Send StringIO to Stream

pmargreff · May 11, 2020, 2:36pm

I have a process where I’m creating and accumulating a string into a StringIO file, the creation and aggregation, it is simple, I open the string IO and send the PID with process state.

# process init    
{:ok, pid} = StringIO.open("stream_buffer")

# call proccess to aggregation 
IO.write(pid, text <> " ")

The problem is, when I’m finishing the process, I want to send it directly to a stream. I use to save it to a file, but when the buffer is too big (1 or 2 GBs), the process to send it to a file and get it back takes more time than I wish to wait.

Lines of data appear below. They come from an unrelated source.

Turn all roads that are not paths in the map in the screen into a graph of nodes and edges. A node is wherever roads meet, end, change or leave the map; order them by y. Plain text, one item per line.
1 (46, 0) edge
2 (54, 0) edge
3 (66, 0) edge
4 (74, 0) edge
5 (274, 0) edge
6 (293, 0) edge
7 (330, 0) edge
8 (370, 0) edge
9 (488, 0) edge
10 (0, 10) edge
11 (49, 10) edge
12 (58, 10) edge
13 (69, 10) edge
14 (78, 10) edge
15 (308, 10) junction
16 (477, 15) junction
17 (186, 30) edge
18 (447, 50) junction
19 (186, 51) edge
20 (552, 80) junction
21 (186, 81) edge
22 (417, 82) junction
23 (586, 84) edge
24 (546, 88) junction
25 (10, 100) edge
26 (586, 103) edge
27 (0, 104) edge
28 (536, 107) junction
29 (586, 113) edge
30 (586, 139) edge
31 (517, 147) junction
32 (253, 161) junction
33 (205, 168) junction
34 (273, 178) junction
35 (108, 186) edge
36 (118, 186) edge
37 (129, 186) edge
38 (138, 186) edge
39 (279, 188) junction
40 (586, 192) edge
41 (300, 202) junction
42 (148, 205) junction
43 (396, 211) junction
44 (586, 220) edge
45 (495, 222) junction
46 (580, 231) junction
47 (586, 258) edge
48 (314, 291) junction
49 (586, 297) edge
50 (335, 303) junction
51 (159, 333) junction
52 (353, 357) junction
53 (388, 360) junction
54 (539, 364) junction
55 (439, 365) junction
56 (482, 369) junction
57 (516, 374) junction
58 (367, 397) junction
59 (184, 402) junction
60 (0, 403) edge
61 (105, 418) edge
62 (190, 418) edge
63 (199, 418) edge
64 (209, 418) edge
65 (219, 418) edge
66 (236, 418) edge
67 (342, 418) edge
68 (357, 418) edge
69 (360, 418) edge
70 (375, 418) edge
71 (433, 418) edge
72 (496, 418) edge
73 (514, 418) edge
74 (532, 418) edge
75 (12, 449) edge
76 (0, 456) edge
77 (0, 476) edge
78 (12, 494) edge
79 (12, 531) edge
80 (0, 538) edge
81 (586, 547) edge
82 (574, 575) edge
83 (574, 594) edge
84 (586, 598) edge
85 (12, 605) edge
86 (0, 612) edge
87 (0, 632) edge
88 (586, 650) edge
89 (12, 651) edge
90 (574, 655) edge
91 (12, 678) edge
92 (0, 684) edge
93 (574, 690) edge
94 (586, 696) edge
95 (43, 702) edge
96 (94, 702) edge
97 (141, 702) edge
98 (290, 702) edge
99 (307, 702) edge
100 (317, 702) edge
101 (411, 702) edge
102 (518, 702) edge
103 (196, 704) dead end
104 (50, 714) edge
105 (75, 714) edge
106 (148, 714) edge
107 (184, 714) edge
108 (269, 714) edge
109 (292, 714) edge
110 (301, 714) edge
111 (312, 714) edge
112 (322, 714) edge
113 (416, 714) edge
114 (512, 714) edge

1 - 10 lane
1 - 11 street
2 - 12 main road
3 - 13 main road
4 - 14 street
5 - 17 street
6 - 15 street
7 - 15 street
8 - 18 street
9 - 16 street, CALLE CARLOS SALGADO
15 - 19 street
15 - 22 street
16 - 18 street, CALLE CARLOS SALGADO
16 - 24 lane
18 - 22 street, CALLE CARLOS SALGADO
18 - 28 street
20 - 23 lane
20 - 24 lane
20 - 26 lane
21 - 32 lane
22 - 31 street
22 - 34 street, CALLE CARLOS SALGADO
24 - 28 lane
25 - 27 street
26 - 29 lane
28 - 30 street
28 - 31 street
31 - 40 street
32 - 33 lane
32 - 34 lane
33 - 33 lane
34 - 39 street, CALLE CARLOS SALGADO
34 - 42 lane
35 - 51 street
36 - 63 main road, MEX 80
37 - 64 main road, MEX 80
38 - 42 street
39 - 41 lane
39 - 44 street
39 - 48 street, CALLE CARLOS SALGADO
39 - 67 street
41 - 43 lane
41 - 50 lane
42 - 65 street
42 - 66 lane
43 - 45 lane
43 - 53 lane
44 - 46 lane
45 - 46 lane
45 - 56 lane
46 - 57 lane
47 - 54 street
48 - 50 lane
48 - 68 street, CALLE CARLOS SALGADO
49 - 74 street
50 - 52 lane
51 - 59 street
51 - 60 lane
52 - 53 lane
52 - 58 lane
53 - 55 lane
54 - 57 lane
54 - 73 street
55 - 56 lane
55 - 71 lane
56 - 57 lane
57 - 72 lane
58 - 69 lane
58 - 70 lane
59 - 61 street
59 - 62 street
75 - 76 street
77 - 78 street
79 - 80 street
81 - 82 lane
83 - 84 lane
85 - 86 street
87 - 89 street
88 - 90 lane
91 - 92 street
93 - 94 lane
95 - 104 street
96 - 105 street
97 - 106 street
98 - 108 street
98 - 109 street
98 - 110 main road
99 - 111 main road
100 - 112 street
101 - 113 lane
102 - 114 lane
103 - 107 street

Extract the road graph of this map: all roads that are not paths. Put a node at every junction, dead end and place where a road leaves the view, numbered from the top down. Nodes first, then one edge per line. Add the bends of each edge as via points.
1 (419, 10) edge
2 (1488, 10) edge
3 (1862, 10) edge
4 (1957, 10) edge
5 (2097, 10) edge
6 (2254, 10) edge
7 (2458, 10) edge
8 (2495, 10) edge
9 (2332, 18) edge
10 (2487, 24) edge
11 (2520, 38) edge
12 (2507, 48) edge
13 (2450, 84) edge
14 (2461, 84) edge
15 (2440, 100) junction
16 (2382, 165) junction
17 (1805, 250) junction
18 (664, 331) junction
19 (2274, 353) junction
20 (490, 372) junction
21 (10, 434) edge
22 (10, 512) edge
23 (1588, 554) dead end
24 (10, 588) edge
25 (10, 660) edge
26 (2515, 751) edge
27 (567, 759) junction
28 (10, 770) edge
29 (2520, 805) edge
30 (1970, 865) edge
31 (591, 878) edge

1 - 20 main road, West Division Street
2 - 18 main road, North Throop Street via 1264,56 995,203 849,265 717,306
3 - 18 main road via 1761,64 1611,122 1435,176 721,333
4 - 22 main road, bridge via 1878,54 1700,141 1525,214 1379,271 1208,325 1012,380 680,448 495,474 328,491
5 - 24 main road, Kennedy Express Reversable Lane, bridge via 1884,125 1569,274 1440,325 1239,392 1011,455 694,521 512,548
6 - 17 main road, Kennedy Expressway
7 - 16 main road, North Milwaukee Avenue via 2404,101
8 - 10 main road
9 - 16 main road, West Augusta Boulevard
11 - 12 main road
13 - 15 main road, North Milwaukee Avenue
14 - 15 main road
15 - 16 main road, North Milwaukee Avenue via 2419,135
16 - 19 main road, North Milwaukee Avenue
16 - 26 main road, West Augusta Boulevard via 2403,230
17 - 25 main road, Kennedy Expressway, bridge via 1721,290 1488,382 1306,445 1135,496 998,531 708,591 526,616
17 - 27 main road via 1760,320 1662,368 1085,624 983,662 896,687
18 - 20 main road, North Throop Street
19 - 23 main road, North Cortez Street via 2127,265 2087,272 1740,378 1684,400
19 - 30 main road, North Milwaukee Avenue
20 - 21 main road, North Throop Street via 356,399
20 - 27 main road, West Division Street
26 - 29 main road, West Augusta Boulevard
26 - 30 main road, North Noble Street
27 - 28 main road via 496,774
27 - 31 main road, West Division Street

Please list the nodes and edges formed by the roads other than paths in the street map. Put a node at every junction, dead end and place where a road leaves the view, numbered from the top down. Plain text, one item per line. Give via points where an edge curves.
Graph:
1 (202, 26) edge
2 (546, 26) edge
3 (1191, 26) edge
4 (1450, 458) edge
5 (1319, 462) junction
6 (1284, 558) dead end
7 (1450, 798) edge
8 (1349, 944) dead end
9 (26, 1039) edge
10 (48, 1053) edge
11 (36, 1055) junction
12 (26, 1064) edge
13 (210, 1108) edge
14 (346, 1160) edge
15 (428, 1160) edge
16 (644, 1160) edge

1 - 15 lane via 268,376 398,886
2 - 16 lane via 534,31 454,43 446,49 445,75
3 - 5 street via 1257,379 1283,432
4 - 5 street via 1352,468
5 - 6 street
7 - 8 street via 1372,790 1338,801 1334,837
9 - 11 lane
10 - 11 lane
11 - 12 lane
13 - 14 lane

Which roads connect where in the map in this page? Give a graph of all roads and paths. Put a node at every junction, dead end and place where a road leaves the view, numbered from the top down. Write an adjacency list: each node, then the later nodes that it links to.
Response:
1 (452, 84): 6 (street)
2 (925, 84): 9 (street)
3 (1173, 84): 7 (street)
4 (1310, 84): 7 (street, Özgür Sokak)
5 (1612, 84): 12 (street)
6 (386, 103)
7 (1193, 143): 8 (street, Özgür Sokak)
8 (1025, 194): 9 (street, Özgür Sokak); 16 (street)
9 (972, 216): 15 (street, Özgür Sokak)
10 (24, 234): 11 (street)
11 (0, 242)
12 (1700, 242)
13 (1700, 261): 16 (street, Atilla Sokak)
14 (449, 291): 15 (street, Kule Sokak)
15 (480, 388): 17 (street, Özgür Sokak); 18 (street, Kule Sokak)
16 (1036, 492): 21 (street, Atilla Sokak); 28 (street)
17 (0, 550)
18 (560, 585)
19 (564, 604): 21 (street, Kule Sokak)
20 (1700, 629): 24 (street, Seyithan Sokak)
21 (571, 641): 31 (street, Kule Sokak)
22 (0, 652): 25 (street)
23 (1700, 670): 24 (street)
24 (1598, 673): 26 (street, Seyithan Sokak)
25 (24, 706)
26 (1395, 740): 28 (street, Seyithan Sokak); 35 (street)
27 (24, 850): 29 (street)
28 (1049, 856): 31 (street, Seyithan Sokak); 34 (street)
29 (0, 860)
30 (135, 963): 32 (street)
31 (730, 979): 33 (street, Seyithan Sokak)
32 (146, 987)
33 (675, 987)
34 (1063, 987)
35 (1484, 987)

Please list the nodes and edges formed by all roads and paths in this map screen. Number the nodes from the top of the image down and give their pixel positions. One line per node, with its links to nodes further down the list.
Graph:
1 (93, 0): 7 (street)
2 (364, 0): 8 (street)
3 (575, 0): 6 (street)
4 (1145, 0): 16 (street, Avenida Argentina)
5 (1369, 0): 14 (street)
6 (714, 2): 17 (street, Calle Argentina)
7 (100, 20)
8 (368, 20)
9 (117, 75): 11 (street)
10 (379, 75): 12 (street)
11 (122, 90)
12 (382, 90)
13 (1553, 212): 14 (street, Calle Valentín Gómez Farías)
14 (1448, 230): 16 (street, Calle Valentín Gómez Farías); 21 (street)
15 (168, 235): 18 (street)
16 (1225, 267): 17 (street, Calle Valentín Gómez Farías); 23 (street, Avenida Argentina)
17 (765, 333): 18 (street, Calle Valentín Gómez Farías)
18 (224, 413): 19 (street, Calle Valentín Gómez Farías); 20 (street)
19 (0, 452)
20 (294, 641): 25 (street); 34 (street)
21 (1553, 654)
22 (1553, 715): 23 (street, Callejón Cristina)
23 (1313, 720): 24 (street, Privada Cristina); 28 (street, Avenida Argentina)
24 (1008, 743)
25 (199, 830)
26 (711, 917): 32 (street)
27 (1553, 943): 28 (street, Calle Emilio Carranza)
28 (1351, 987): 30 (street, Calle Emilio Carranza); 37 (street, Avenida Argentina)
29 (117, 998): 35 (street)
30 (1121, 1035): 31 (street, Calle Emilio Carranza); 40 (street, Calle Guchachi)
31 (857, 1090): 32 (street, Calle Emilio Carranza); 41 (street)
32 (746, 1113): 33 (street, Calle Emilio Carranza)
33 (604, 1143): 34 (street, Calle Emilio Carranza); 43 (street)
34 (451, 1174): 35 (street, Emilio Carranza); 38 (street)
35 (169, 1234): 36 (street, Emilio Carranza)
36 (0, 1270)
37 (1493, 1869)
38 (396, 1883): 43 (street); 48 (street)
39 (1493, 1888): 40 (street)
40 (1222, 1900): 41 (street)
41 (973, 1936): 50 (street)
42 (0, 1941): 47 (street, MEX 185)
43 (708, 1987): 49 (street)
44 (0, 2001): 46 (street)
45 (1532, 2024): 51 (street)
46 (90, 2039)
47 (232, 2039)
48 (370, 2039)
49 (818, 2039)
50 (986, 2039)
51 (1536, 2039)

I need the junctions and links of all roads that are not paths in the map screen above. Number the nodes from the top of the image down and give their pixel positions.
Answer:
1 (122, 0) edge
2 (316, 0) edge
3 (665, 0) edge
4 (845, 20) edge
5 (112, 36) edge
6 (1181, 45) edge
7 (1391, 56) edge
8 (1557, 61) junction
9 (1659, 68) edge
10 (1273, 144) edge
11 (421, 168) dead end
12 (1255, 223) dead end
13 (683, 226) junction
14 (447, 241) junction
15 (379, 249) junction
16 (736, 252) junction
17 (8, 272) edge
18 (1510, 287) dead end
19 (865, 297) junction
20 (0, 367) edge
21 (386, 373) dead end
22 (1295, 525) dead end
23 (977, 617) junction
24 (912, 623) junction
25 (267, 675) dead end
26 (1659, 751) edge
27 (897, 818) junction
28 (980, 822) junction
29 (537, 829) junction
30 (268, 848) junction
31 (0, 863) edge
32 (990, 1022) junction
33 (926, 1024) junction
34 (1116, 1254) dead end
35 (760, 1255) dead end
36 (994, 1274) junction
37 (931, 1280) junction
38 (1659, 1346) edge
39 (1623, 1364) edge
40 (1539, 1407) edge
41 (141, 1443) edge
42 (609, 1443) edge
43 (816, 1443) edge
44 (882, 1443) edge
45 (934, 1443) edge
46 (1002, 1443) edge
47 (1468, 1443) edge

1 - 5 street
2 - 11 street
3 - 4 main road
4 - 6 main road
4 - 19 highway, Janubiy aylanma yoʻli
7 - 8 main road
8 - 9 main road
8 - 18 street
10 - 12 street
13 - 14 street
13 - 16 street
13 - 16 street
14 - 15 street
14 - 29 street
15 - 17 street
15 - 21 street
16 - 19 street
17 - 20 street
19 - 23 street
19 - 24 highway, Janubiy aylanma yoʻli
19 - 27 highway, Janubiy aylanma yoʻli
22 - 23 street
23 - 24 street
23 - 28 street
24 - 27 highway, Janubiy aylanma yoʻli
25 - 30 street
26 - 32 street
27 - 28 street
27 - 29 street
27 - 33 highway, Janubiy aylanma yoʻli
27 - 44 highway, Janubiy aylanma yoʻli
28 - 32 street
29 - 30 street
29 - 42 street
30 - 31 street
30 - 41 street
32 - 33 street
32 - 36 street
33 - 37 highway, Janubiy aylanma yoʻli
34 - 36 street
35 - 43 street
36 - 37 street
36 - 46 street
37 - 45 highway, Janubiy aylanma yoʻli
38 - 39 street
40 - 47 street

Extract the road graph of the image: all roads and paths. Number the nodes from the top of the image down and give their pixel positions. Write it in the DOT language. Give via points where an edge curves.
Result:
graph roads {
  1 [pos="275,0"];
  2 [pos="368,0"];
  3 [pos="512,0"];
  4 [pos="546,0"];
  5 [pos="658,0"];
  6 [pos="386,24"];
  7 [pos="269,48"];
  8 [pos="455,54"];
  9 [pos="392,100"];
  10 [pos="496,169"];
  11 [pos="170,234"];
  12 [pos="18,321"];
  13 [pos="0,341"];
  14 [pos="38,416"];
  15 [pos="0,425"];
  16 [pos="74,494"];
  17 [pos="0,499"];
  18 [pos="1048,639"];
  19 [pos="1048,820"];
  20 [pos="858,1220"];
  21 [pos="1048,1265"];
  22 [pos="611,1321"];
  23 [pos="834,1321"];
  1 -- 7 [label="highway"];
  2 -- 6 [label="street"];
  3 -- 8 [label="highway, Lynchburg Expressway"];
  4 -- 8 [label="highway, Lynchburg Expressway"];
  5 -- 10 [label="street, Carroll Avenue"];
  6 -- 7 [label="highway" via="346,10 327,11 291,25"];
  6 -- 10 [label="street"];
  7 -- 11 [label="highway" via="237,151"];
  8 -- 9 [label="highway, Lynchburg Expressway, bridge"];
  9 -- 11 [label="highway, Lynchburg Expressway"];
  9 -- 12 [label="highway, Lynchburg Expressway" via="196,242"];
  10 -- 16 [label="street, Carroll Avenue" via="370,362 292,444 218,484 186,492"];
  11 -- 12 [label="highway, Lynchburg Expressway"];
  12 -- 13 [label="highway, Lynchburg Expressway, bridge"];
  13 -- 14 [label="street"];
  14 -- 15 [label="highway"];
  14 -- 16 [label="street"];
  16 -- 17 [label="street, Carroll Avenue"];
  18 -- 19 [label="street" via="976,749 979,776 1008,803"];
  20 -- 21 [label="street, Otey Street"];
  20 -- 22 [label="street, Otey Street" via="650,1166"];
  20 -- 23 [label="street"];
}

My first try to send it directly into a stream was something like this:

    pid
    |> IO.binstream(:line)

The problem with this try (and I don’t understand if it is intentional or not) is that this instead of getting the content written on this IO returns the content I’ve used on open. So instead of transform, my content aggregated trough IO.write it always transforms the content I’ve used as the “stream name”, example:

{:ok, pid} = StringIO.open("buffer")
IO.write(pid, "And here we should have the buffer content")

# will evaluate to {"buffer", "And here we should have the buffer content"}
pid
|> StringIO.describe()
|> IO.inspect()

# will evaluate "buffer", but I expect it evaluate the whole buffer content, not only the initial value
pid
|> IO.binstream(:line)
|> Stream.map(&IO.inspect/1)
|> Stream.run()

What I’m doing now, it’s creating a new StringIO with the old one content, what I’m feeling it’s really wrong:

{:ok, other_pid} = pid
|> StringIO.flush()
|> StringIO.open()

So I yank the content from the PID where I was aggregating to a new device, the problem is:
1 - It really feels wrong.
2 - When the String is huge this yank operation from the old to the new device still takin a lot of time (lass than create and read a file from disk, but still slow)

What I’m doing wrong here? What are the other options to process it on the fly using streams, are other possible options besides StringIO?

akash-akya · May 11, 2020, 3:39pm

I think there is a confusion here, StringIO is not really a buffer in the way you are trying to use.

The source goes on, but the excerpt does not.